中文摘要：

目的：MiR-378a-5p是一种被发现多年的微小RNA,其在包括肺癌、结肠癌和乳腺癌等多种肿瘤中都被认为具有抑制肿瘤生长的作用。Mi R-378a-5p与细胞增殖的关系在多篇文章中已经有较为详细的阐述,然而,目前没有报道提及miR-378a-5p是否通过作用于细胞迁移和细胞粘附途径从而达到抑制肿瘤生长的作用。方法与结果：在本研究中,我们通过wound healing和trans-well的方法发现在鼻咽癌细胞CNE-1中过表达miR-378a-5p显著的抑制了细胞迁移以及细胞浸润的过程。通过免疫印迹方法,我们揭示了细胞粘附因子E-cadherin在过表达miR-378a-5p后显著上调。通过生物信息学的方法,我们预测了miR-378a-5p的可能作用靶点,并通过双荧光报告载体的方法证实了ZEB1是miR-378a-5p的直接靶点。结论：我们的研究提示了miR-378a-5p造成的E-cadherin的上调是通过直接抑制E-cadherin的负调控因子ZEB1造成的。E-cadherin的上调不但影响了细胞的迁移和粘附,而且通过间接阻断Wnt通路抑制了下游控制细胞增殖的基因表达。本研究为理解miR-378a-5p的肿瘤抑制作用提供了一个新的作用机理。

英文摘要：

Objective：MiR-378a-5p was identified for decades and its tumor repressive role was demonstrated in various types of cancer including lung cancer, colorectal cancer and breast cancer etc.

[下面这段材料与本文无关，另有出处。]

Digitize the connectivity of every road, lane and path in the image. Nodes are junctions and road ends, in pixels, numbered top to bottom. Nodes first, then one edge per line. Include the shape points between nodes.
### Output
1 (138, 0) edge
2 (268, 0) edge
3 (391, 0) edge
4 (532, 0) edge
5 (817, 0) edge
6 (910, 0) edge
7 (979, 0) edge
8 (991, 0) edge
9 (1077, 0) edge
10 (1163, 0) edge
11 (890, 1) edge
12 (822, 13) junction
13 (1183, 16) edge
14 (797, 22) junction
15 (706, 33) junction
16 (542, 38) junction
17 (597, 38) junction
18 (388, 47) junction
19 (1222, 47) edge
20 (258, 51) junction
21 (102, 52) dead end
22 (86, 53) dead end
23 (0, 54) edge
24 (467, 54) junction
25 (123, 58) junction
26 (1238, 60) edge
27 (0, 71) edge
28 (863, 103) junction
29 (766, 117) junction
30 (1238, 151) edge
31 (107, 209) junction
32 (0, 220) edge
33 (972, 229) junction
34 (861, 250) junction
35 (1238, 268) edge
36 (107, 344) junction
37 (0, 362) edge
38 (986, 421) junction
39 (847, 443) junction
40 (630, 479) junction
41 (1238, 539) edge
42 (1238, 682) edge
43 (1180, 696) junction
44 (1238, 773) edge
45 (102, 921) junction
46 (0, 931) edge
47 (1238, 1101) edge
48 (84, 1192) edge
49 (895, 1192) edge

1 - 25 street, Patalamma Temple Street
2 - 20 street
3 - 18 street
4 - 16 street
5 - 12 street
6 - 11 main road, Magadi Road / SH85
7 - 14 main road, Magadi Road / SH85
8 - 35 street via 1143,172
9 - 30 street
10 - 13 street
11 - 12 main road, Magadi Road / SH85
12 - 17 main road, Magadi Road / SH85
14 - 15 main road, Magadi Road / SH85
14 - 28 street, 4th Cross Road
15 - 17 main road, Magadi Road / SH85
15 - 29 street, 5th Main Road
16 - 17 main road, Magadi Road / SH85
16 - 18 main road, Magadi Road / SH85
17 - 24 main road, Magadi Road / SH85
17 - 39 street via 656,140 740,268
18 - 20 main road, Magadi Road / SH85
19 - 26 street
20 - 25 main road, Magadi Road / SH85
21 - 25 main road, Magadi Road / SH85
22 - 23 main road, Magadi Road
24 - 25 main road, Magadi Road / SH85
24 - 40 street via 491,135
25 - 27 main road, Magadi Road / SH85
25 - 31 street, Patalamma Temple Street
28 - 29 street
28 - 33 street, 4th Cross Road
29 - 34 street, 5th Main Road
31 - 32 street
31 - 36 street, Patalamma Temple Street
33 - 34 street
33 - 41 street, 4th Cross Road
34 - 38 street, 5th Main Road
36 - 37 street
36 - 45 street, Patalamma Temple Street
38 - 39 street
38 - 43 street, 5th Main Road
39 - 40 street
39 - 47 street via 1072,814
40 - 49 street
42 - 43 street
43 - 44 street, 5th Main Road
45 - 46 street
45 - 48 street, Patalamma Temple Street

The relationship between miR-378 overexpression and cell proliferation has been well established. However, no report focused on the cell adhesion change post miR-378 induction. Methods and Results： In this article, we discovered treated cells with miR-378a-5p greatly represses cell migration and invasion in nasopharyngeal carcinoma CNE-1 cells by using wound healing assay and trans-well assay, respectively. We also revealed that E-cadherin expression was significantly elevated upon miR-378a-5p increasing using immunoblot. Finally, we validated that ZEB1, an important negative regulator of E-cadherin, was a direct target of miR-378a-5p by dual luciferase assay. Conclusion： Our result suggests that miR-378a-5p up-regulates E-cadherin expression by repressing ZEB1 expression which finally inhibits Wnt signaling pathway and downstream genes.Together, our study provided a novel understanding of miR-378a-5p tumor suppressive function.